[Excerpts from a dataset]
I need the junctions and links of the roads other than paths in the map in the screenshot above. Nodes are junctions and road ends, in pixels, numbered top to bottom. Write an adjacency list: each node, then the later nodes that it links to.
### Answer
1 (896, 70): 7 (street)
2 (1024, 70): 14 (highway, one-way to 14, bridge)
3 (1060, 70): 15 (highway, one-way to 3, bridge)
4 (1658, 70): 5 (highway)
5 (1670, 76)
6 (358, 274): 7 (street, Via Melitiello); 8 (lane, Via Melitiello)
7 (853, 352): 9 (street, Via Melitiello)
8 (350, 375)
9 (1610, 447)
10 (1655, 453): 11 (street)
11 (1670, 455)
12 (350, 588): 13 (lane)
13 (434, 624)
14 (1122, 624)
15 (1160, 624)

TASK STATEMENT
Print every record above exactly as it appears.

SOLUTION FOR THIS TASK
I need the junctions and links of the roads other than paths in the map in the screenshot above. Nodes are junctions and road ends, in pixels, numbered top to bottom. Write an adjacency list: each node, then the later nodes that it links to.
### Answer
1 (896, 70): 7 (street)
2 (1024, 70): 14 (highway, one-way to 14, bridge)
3 (1060, 70): 15 (highway, one-way to 3, bridge)
4 (1658, 70): 5 (highway)
5 (1670, 76)
6 (358, 274): 7 (street, Via Melitiello); 8 (lane, Via Melitiello)
7 (853, 352): 9 (street, Via Melitiello)
8 (350, 375)
9 (1610, 447)
10 (1655, 453): 11 (street)
11 (1670, 455)
12 (350, 588): 13 (lane)
13 (434, 624)
14 (1122, 624)
15 (1160, 624)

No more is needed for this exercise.